Chase v. Inhabitants of Litchfield

182 A. 921, 134 Me. 122, 1936 Me. LEXIS 10
CourtSupreme Judicial Court of Maine
DecidedJanuary 21, 1936
StatusPublished
Cited by12 cases

This text of 182 A. 921 (Chase v. Inhabitants of Litchfield) is published on Counsel Stack Legal Research, covering Supreme Judicial Court of Maine primary law. Counsel Stack provides free access to over 12 million legal documents including statutes, case law, regulations, and constitutions.

Bluebook
Chase v. Inhabitants of Litchfield, 182 A. 921, 134 Me. 122, 1936 Me. LEXIS 10 (Me. 1936).

Opinion

Hudson, J.

By his declaration, the plaintiff alleged that the intestate decedent, Albert B. Chase, on August 11, 1934, while in an automobile driven by one Dixon on a State-aid highway in the Town of Litchfield, received injuries, proximately resulting from acts of negligence upon the part of the “municipal officers, the road commissioners and the man having charge of the highway at the authorization of the municipal officers” by not removing or safeguarding against or warning of certain large rocks in and by the highway then under construction, with which rocks the automobile collided and overturned, causing the immediate death of Mr. Chase without conscious suffering. The defendant by general demurrer to the declaration challenged its sufficiency in law. The case now is before this Court on exceptions to the sustaining of the demurrer.

It is to be noted at the outset that this action is not based on the “life lost” clause in our “defective highway” statute (R. S. 1930, Chap. 27, Sec. 94) but rather upon our “general death” statute, (Lord Campbell’s Act,) originally enacted in this State in 1891, (Chap. 124, P. L. 1891) and now appearing in R. S. 1930 in Secs. 9 and 10, Chap. 101. Section 9, (originally Section 1 in the first enactment and unchanged since then) reads as follows :

“Whenever the death of a person shall be caused by wrongful act, neglect or default, and the act, neglect or default, is such as would, if death had not ensued, have entitled the party injured to maintain an action and recover damages in respect thereof, then, and in every such case, the person who, or the corporation which, would have been liable, if death had not ensued, shall be liable to an action for damages, notwithstanding the death of the person injured, and although the death [124]*124shall have been caused under such circumstances as shall amount to a felony.”

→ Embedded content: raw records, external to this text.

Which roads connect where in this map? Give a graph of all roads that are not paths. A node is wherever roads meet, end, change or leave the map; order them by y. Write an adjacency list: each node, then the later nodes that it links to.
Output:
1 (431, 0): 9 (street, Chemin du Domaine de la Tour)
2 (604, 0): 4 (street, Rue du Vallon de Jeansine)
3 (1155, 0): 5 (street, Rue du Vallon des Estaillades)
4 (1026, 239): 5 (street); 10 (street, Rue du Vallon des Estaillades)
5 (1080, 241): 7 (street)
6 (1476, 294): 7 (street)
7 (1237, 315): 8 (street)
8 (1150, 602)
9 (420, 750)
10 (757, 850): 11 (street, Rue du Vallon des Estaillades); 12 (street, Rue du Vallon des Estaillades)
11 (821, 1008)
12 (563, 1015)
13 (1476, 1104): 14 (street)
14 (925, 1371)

While much else has been argued, we think that the ruling of the Court below may be justified by consideration and interpretation of the following words in the statute, viz: “the person who, or the corporation which,”.

It could not be and is not claimed that at common law there was liability for the death itself. Nickerson v. Harriman, 38 Me., 277; Lyons v. Woodward, 49 Me., 29; State v. Grand Trunk Ry. Co. of Canada, 58 Me., 176; Frazer v. Inhabitants of Lewiston, 76 Me., 531; McKay, Admr. v. New England Dredging Co., 92 Me., 454, 43 A., 29; Bligh v. Biddeford & Saco R. R. Co., 94 Me., 499, 48 A., 112; Anderson, Admx. v. Wetter, Receiver, 103 Me., 257, 69 A., 105; Perkins, Admr. v. Oxford Paper Company, 104 Me., 109, 71 A., 476; Hammond, Admx. v. L. A. & W. Street Railway, 106 Me., 209, 76 A., 672; Curran, Admr. v. L. A. & W. St. Ry. Co., 112 Me., 96, 90 A., 973; Danforth, Admr. v. Emmons, 124 Me., 156, 126 A., 821; Ames, Admr. v. Adams, 128 Me., 174, 146 A., 257.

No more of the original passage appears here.